2) Lady Macbeth is totally evil; she is, in fact, the fiend-like Queen described by Malcolm at the end of the play.
3) The witches so manipulate Macbeth that he has no control over his fate.
4) Shakespeare didn't write the silly Hecate bits, so out they come.  If you were producing a performance of Macbeth, explain why you would or would not include the Hecate scenes.
5) The story of a bad man who commits a crime is not a tragedy but a straightforward tale of evil. Macbeth, however, is about a good man who becomes evil and that is his tragedy.
6) Far from being the strong character he is often portrayed as being, Macbeth is essentially a weak man; he allows the witches and Lady Macbeth to manipulate him into an act which, if left alone, he would never contemplate, never mind commit.

1 comment:

Unknown said...

Lady Macbeth is a true actress. She protrays herself as being this malevent being when really she is vulnerable.
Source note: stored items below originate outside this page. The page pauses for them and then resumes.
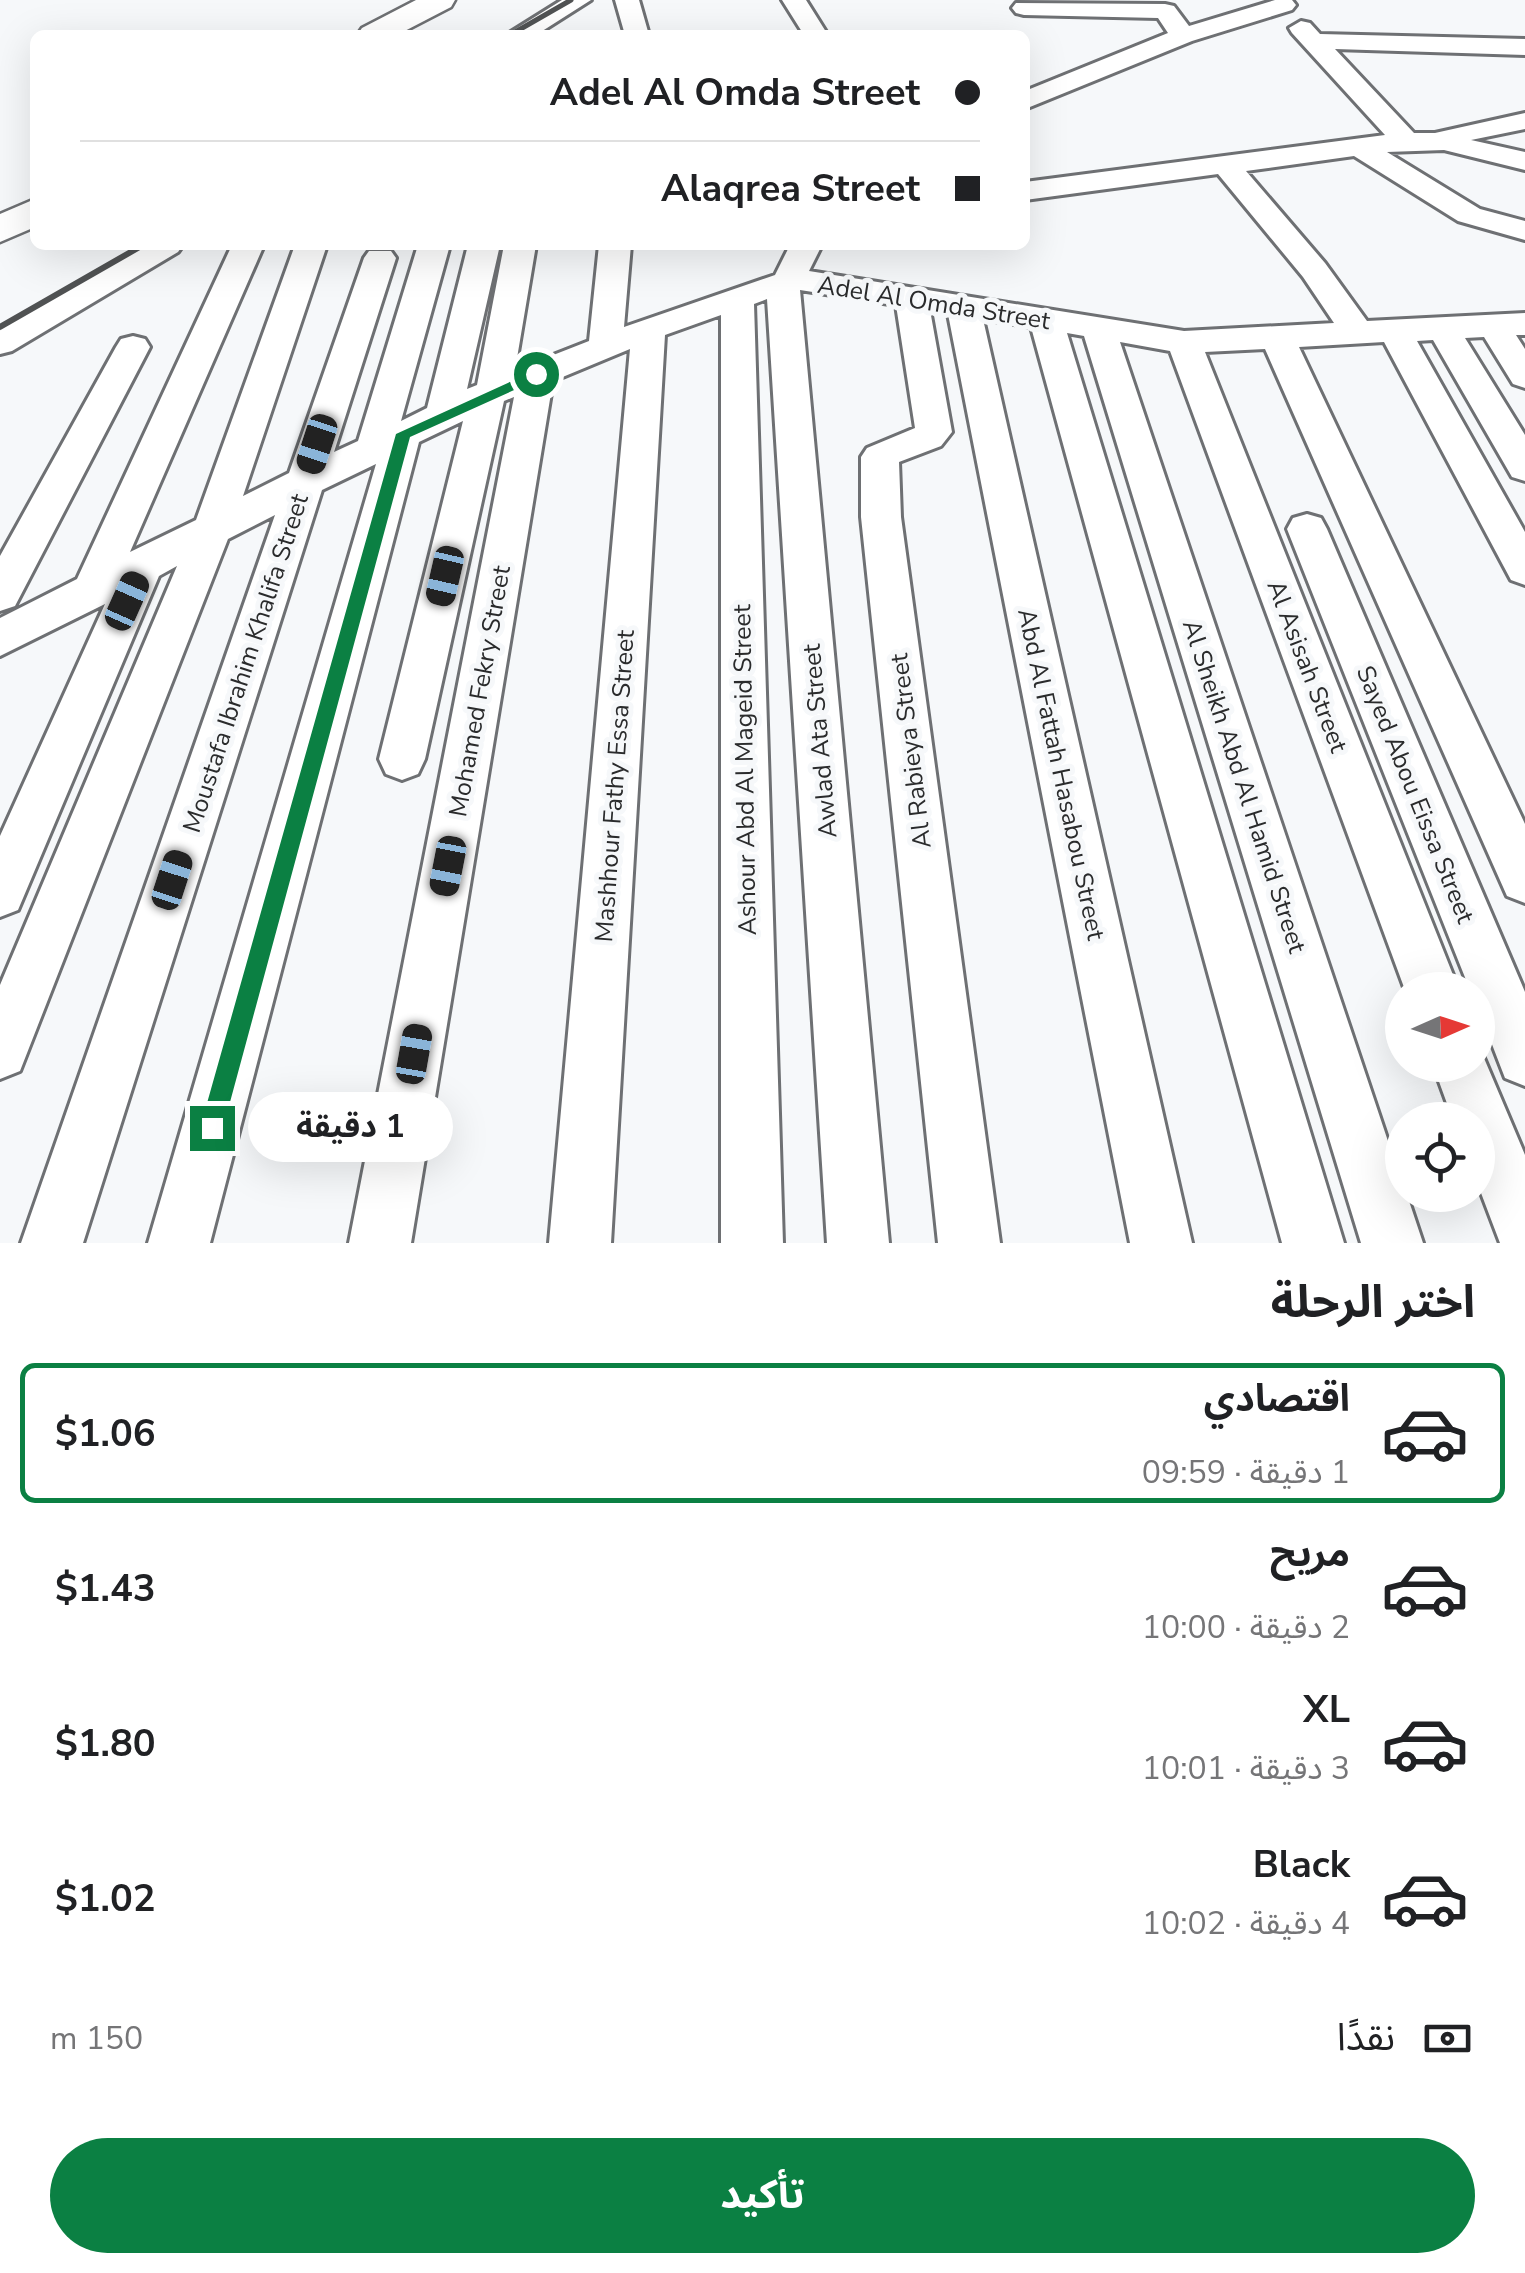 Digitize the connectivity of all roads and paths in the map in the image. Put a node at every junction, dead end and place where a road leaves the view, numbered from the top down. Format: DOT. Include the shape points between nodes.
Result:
graph roads {
  1 [pos="440,0"];
  2 [pos="627,0"];
  3 [pos="794,0"];
  4 [pos="570,5"];
  5 [pos="1284,5"];
  6 [pos="1024,8"];
  7 [pos="1324,13"];
  8 [pos="383,30"];
  9 [pos="527,30"];
  10 [pos="574,30"];
  11 [pos="636,30"];
  12 [pos="813,30"];
  13 [pos="1184,36"];
  14 [pos="1312,41"];
  15 [pos="1525,47"];
  16 [pos="1030,99"];
  17 [pos="1525,121"];
  18 [pos="1406,141"];
  19 [pos="1444,142"];
  20 [pos="1357,146"];
  21 [pos="1525,161"];
  22 [pos="1224,163"];
  23 [pos="1030,191"];
  24 [pos="30,214"];
  25 [pos="0,230"];
  26 [pos="1525,231"];
  27 [pos="159,250"];
  28 [pos="246,250"];
  29 [pos="309,250"];
  30 [pos="433,250"];
  31 [pos="482,250"];
  32 [pos="520,250"];
  33 [pos="615,250"];
  34 [pos="380,258"];
  35 [pos="797,263"];
  36 [pos="911,297"];
  37 [pos="737,298"];
  38 [pos="963,306"];
  39 [pos="1046,320"];
  40 [pos="1509,324"];
  41 [pos="649,328"];
  42 [pos="1442,328"];
  43 [pos="1099,329"];
  44 [pos="1376,331"];
  45 [pos="1277,337"];
  46 [pos="1184,342"];
  47 [pos="0,344"];
  48 [pos="605,346"];
  49 [pos="133,347"];
  50 [pos="1525,376"];
  51 [pos="506,387"];
  52 [pos="406,433"];
  53 [pos="1525,468"];
  54 [pos="305,482"];
  55 [pos="1307,529"];
  56 [pos="212,530"];
  57 [pos="143,564"];
  58 [pos="1525,568"];
  59 [pos="93,590"];
  60 [pos="0,594"];
  61 [pos="0,638"];
  62 [pos="402,759"];
  63 [pos="1525,879"];
  64 [pos="0,893"];
  65 [pos="1425,972"];
  66 [pos="0,1050"];
  67 [pos="1525,1058"];
  68 [pos="1468,1082"];
  69 [pos="1525,1231"];
  70 [pos="52,1243"];
  71 [pos="180,1243"];
  72 [pos="380,1243"];
  73 [pos="580,1243"];
  74 [pos="752,1243"];
  75 [pos="858,1243"];
  76 [pos="969,1243"];
  77 [pos="1161,1243"];
  78 [pos="1313,1243"];
  79 [pos="1392,1243"];
  1 -- 8 [label="street"];
  2 -- 11 [label="street"];
  3 -- 12 [label="street"];
  4 -- 9 [label="street"];
  4 -- 10 [label="street"];
  5 -- 7 [label="street"];
  5 -- 13 [label="street"];
  5 -- 14 [label="street"];
  6 -- 13 [label="street" via="1165,11"];
  13 -- 16 [label="street"];
  14 -- 15 [label="street"];
  14 -- 18 [label="street"];
  17 -- 19 [label="street" via="1450,134"];
  18 -- 19 [label="street"];
  18 -- 20 [label="street"];
  19 -- 21 [label="street"];
  20 -- 22 [label="street"];
  20 -- 26 [label="street" via="1469,215"];
  22 -- 23 [label="street"];
  22 -- 44 [label="street" via="1314,270"];
  24 -- 25 [label="street"];
  27 -- 47 [label="street"];
  28 -- 59 [label="street"];
  29 -- 56 [label="street"];
  30 -- 52 [label="street"];
  31 -- 52 [label="street"];
  32 -- 51 [label="street"];
  33 -- 48 [label="street"];
  34 -- 54 [label="street, Moustafa Ibrahim Khalifa Street"];
  35 -- 36 [label="street, Adel Al Omda Street"];
  35 -- 37 [label="street, Adel Al Omda Street"];
  35 -- 75 [label="street, Awlad Ata Street" via="783,302"];
  36 -- 38 [label="street, Adel Al Omda Street"];
  36 -- 76 [label="street, Al Rabieya Street" via="934,432 880,456 881,517"];
  37 -- 41 [label="street, Adel Al Omda Street"];
  37 -- 74 [label="street, Ashour Abd Al Mageid Street"];
  38 -- 39 [label="street, Adel Al Omda Street"];
  38 -- 77 [label="street, Abd Al Fattah Hasabou Street"];
  39 -- 43 [label="street, Adel Al Omda Street"];
  39 -- 78 [label="street"];
  40 -- 42 [label="street, Adel Al Omda Street"];
  40 -- 50 [label="street"];
  41 -- 48 [label="street, Adel Al Omda Street"];
  41 -- 73 [label="street, Mashhour Fathy Essa Street"];
  42 -- 44 [label="street, Adel Al Omda Street"];
  42 -- 53 [label="street"];
  43 -- 46 [label="street, Adel Al Omda Street"];
  43 -- 79 [label="street, Al Sheikh Abd Al Hamid Street"];
  44 -- 45 [label="street, Adel Al Omda Street"];
  44 -- 58 [label="street"];
  45 -- 46 [label="street, Adel Al Omda Street"];
  45 -- 63 [label="street"];
  46 -- 65 [label="street, Al Asisah Street"];
  48 -- 51 [label="street, Adel Al Omda Street"];
  49 -- 60 [label="street"];
  51 -- 52 [label="street, Adel Al Omda Street"];
  51 -- 62 [label="street"];
  51 -- 72 [label="street, Mohamed Fekry Street"];
  52 -- 54 [label="street, Adel Al Omda Street"];
  52 -- 71 [label="street"];
  54 -- 56 [label="street, Adel Al Omda Street"];
  54 -- 70 [label="street, Moustafa Ibrahim Khalifa Street"];
  55 -- 67 [label="street, Sayed Abou Eissa Street"];
  56 -- 57 [label="street, Adel Al Omda Street"];
  56 -- 66 [label="street"];
  57 -- 59 [label="street, Adel Al Omda Street"];
  57 -- 64 [label="street"];
  59 -- 61 [label="street, Adel Al Omda Street"];
  68 -- 69 [label="street"];
} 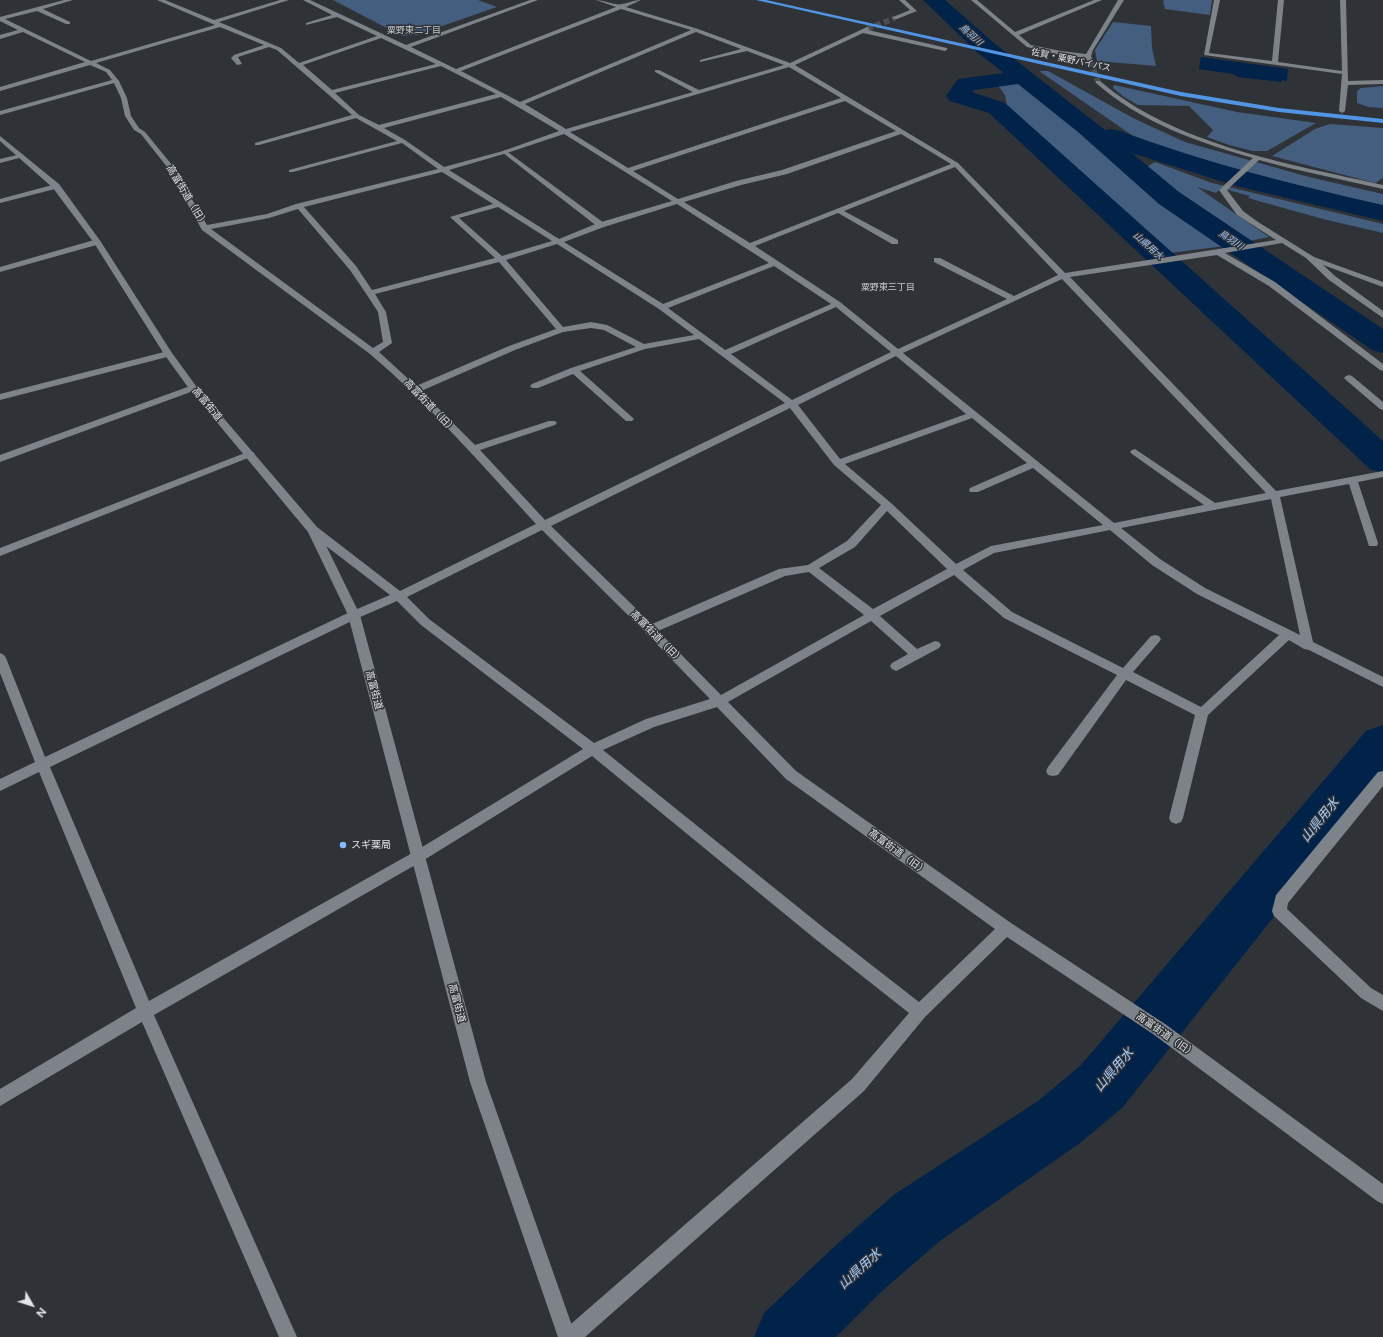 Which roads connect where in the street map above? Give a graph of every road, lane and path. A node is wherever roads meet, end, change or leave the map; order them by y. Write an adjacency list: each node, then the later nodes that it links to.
1 (70, 0): 17 (street)
2 (160, 0): 23 (street)
3 (286, 0): 23 (street)
4 (306, 0): 18 (street)
5 (535, 0): 31 (street)
6 (599, 0): 16 (street)
7 (638, 0): 16 (street)
8 (759, 0): 60 (highway, 佐賀・粟野バイパス)
9 (902, 0): 20 (street)
10 (974, 0): 27 (street)
11 (1099, 0): 27 (street)
12 (1121, 0): 27 (street)
13 (1218, 0): 38 (street)
14 (1281, 0): 38 (street)
15 (1343, 0): 43 (street)
16 (621, 7): 26 (street); 41 (street)
17 (38, 9): 21 (street); 22 (street)
18 (337, 15): 24 (street); 28 (street)
19 (866, 17): 47 (highway, 佐賀・粟野バイパス)
20 (895, 18)
21 (0, 19): 25 (street, 高富街道（旧）)
22 (68, 23)
23 (217, 23): 30 (street); 35 (street)
24 (308, 24)
25 (24, 30): 29 (street); 35 (street, 高富街道（旧）)
26 (696, 30): 32 (street); 55 (street)
27 (1015, 34)
28 (381, 36): 31 (street); 39 (street)
29 (0, 37)
30 (269, 45): 36 (street); 39 (street)
31 (406, 47): 37 (street)
32 (747, 49): 34 (street); 40 (street)
33 (945, 49): 40 (street)
34 (702, 61)
35 (94, 63): 44 (street, 高富街道（旧）); 50 (street)
36 (239, 64)
37 (442, 64): 41 (street); 51 (street)
38 (1274, 64): 43 (street)
39 (298, 65): 51 (street)
40 (790, 65): 52 (street); 54 (street)
41 (456, 71): 53 (street)
42 (657, 71): 52 (street)
43 (1345, 73): 48 (street)
44 (116, 82): 57 (street); 83 (street, 高富街道（旧）)
45 (1098, 82): 69 (street)
46 (1383, 82): 48 (street)
47 (1166, 83)
48 (1345, 83): 56 (street)
49 (1190, 88): 56 (highway)
50 (0, 89)
51 (331, 92): 59 (street)
52 (698, 92): 63 (street)
53 (503, 94): 55 (street); 61 (street)
54 (848, 98): 62 (street); 73 (street)
55 (520, 104): 63 (street)
56 (1342, 111): 58 (highway)
57 (0, 113)
58 (1383, 114)
59 (357, 116): 61 (street); 66 (street)
60 (1383, 121)
61 (377, 128): 65 (street)
62 (902, 130): 71 (street); 78 (street)
63 (565, 131): 67 (street); 73 (street)
64 (0, 138): 68 (street, 高富街道)
65 (403, 141): 72 (street); 74 (street)
66 (257, 144)
67 (505, 152): 72 (street); 82 (street)
68 (21, 156): 70 (street); 76 (street, 高富街道)
69 (1257, 159): 75 (street); 84 (street)
70 (0, 160)
71 (956, 164): 81 (street); 95 (street)
72 (442, 170): 79 (street); 80 (street)
73 (628, 170): 78 (street)
74 (291, 171)
75 (1382, 185)
76 (56, 186): 77 (street); 85 (street, 高富街道)
77 (0, 202)
78 (678, 202): 82 (street); 88 (street)
79 (497, 204): 86 (street); 91 (street)
80 (299, 206): 83 (street); 97 (street)
81 (839, 211): 87 (street); 88 (street)
82 (601, 225): 86 (street)
83 (205, 228): 105 (street, 高富街道（旧）)
84 (1281, 241): 89 (street); 90 (street)
85 (97, 242): 94 (street); 107 (street, 高富街道)
86 (557, 242): 91 (street); 100 (street)
87 (895, 242)
88 (749, 246): 93 (street)
89 (1223, 251): 95 (street); 109 (street)
90 (1308, 256): 96 (street); 101 (street)
91 (501, 259): 97 (street); 102 (street)
92 (937, 260): 98 (street)
93 (775, 263): 99 (street); 100 (street)
94 (0, 270)
95 (1063, 276): 98 (street); 130 (street)
96 (1383, 285)
97 (370, 293): 105 (street)
98 (1014, 299): 106 (street)
99 (837, 304): 106 (street); 108 (street)
100 (662, 307): 103 (street)
101 (1383, 315)
102 (560, 330): 104 (street); 114 (street)
103 (701, 336): 104 (street); 108 (street)
104 (643, 347): 110 (street)
105 (373, 352): 114 (street, 高富街道（旧）)
106 (898, 352): 116 (street); 118 (street)
107 (168, 354): 113 (street, 高富街道); 115 (street)
108 (724, 354): 116 (street)
109 (1383, 368)
110 (574, 370): 112 (street); 119 (street)
111 (1349, 378): 117 (street)
112 (535, 386)
113 (193, 388): 123 (street, 高富街道); 124 (street)
114 (415, 390): 121 (street, 高富街道（旧）)
115 (0, 397)
116 (792, 404): 125 (street); 133 (street)
117 (1383, 407)
118 (974, 414): 125 (street); 126 (street)
119 (629, 419)
120 (552, 424): 121 (street)
121 (473, 449): 133 (street, 高富街道（旧）)
122 (1135, 452): 132 (street)
123 (250, 454): 135 (street, 高富街道); 137 (street)
124 (0, 459)
125 (838, 463): 131 (street)
126 (1034, 464): 129 (street); 134 (street)
127 (1383, 474): 128 (street)
128 (1353, 480): 130 (street); 136 (street)
129 (974, 490)
130 (1275, 496): 132 (street); 147 (street)
131 (887, 505): 138 (street); 139 (street)
132 (1214, 507): 134 (street)
133 (543, 524): 140 (street); 143 (street, 高富街道（旧）)
134 (1113, 526): 139 (street); 144 (street)
135 (313, 530): 140 (street); 141 (street, 高富街道)
136 (1374, 543)
137 (0, 552)
138 (811, 568): 142 (street); 143 (street)
139 (955, 570): 142 (street); 151 (street)
140 (399, 596): 141 (street); 155 (street)
141 (354, 615): 156 (street); 161 (street, 高富街道)
142 (872, 615): 148 (street); 153 (street)
143 (650, 630): 153 (street, 高富街道（旧）)
144 (1288, 635): 147 (street); 154 (street)
145 (1155, 638): 151 (street)
146 (935, 645): 148 (street)
147 (1308, 646): 152 (street)
148 (916, 655): 150 (street)
149 (0, 658): 156 (street)
150 (896, 666)
151 (1125, 673): 154 (street); 157 (street)
152 (1383, 682)
153 (720, 701): 155 (street); 162 (street, 高富街道（旧）)
154 (1202, 713): 160 (street)
155 (592, 749): 161 (street); 165 (street)
156 (42, 766): 159 (street); 164 (street)
157 (1053, 771)
158 (1383, 776): 163 (street)
159 (0, 785)
160 (1176, 818)
161 (419, 856): 164 (street); 169 (street, 高富街道)
162 (1006, 928): 165 (street); 167 (street, 高富街道（旧）)
163 (1383, 1004)
164 (146, 1011): 166 (street); 168 (street)
165 (920, 1012): 170 (street)
166 (0, 1098)
167 (1383, 1195)
168 (288, 1337)
169 (566, 1337)
170 (571, 1337)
Nonetheless, she understands that she is weak, which is why at the beginning she calls for evil spirits to make her evil, but she does not understand Macbeth. She states that Macbeth is too nice to murder king Duncan. That is completely untrue. He is a savage. An example of this is when he cuts a man in half and then sticks his head on his sword because he is a traitor to Scotland, which Macbeth later becomes.Thus, her main problem is seeing her husband as he truly is for in the end he is totally oblivious to her.